Lo organizó mi esposa
El ministro de la Corte Suprema, Diego Simpertigue viajó en 2023 y 2024 junto al abogado Eduardo Lagos -hoy en prisión preventiva por cohecho y otros delitos vinculados a la trama bielorrusa- y, en el primer viaje, también con su socio Mario Vargas, igualmente recluido en Capitán Yáber. Ante la prensa, Simpertigue intentó reducir la controversia a un malentendido doméstico: “Yo no organicé nada”, eso lo vio su esposa.
La frase, más que una explicación, es un síntoma. En Chile existe una larga tradición en que, cuando los hombres con poder quedan acorralados, aparece una mujer para cargar con la responsabilidad: la esposa, la secretaria, la socia administrativa. El patriarcado amortigua el golpe, mientras ellos preservan la respetabilidad.
Lo hemos visto antes. Y no solo en la política: en el propio Poder Judicial. Alejandra Matus documentó, en El libro negro de la justicia chilena, el caso del ministro Lionel Beraud y su esposa Gloria, quien recorría los pasillos de la Corte Suprema conversando con abogados que litigaban ante su marido. Hablaba de dificultades económicas y de la necesidad de vender bienes familiares… y después venían los “gestos caritativos”. No hacía falta mencionar el juicio: todos entendían el intercambio. Un mecanismo discreto, elegante y funcional. La Corte Suprema no fue capaz de enfrentar seriamente esta situación.

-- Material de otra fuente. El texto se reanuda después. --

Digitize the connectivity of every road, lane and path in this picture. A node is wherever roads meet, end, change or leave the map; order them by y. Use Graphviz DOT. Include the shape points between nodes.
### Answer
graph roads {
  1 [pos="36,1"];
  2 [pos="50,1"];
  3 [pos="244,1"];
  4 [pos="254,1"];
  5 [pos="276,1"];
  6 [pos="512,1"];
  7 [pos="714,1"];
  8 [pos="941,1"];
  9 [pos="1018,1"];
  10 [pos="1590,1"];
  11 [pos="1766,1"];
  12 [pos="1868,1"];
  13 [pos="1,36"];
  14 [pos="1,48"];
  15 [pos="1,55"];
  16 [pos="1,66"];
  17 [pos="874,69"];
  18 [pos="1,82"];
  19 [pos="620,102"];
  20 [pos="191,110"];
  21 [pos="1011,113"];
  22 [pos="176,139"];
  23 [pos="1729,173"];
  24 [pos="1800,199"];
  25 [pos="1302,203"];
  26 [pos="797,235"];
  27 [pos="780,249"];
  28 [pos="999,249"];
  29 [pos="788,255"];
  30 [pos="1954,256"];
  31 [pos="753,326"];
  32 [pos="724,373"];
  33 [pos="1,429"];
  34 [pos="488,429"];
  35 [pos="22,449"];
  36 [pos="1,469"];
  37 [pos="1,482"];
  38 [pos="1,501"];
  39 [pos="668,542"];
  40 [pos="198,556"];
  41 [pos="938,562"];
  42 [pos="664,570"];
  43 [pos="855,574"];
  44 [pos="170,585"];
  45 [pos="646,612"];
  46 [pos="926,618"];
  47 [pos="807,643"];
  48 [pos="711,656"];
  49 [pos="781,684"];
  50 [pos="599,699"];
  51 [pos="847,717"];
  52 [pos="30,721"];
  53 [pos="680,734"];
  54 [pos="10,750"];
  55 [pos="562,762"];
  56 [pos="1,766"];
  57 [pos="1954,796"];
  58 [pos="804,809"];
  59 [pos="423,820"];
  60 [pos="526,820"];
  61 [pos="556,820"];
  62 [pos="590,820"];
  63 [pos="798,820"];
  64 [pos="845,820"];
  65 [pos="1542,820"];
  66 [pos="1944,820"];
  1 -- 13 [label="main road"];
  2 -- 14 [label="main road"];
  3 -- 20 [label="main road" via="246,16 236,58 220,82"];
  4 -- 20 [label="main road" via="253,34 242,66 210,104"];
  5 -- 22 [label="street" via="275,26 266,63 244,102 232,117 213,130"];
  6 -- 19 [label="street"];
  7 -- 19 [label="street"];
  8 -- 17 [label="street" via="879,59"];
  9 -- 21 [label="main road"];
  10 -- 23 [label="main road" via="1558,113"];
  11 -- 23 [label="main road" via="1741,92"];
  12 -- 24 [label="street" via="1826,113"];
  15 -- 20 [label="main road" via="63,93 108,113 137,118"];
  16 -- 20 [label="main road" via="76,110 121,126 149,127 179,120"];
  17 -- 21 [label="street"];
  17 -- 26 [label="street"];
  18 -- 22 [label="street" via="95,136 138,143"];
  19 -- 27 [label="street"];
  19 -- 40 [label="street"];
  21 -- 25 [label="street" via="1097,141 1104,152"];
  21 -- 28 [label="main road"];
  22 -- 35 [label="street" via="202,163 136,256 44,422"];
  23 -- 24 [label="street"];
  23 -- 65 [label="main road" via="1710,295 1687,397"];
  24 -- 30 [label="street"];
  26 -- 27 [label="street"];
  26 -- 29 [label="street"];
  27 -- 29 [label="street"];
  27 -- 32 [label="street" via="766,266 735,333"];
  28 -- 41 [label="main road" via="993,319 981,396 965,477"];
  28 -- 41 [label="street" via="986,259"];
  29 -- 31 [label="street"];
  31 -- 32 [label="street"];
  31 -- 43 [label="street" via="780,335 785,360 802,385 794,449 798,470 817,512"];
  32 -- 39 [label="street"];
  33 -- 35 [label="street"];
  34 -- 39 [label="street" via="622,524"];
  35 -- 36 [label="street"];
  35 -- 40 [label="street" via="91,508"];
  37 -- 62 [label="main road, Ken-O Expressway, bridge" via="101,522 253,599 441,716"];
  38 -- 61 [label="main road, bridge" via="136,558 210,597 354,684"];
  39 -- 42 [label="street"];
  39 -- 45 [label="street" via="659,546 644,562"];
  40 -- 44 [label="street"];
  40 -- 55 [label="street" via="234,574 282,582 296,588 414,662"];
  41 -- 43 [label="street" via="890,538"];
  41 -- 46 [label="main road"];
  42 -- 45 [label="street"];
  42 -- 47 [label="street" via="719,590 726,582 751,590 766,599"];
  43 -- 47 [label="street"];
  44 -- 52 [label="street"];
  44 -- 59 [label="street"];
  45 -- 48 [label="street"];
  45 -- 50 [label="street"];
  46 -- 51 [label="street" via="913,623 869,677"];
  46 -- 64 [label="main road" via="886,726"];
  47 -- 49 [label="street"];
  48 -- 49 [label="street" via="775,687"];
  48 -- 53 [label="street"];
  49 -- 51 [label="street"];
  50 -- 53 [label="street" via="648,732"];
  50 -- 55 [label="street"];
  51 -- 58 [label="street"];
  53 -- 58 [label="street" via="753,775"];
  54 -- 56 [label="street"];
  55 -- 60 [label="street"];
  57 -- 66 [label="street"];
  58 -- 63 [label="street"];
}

El uso de esposas como pantalla no terminó en los 90. En el caso Penta, las esposas de Carlos Alberto Délano y Carlos Eugenio Lavín también boletearon para justificar ingresos y triangular recursos. La fórmula era simple: las esposas emitían boletas por asesorías inexistentes. Una estructura de poder que se disfraza de “gestión familiar”.
Y no solo esposas. En el caso Longueira, la secretaria del entonces ministro emitió boletas falsas a SQM, operando como intermediaria administrativa de un flujo ilícito. Otra vez, una mujer en el rol de fusible: la pantalla que sostiene la operación mientras el líder conserva la distancia suficiente para negar intencionalidad.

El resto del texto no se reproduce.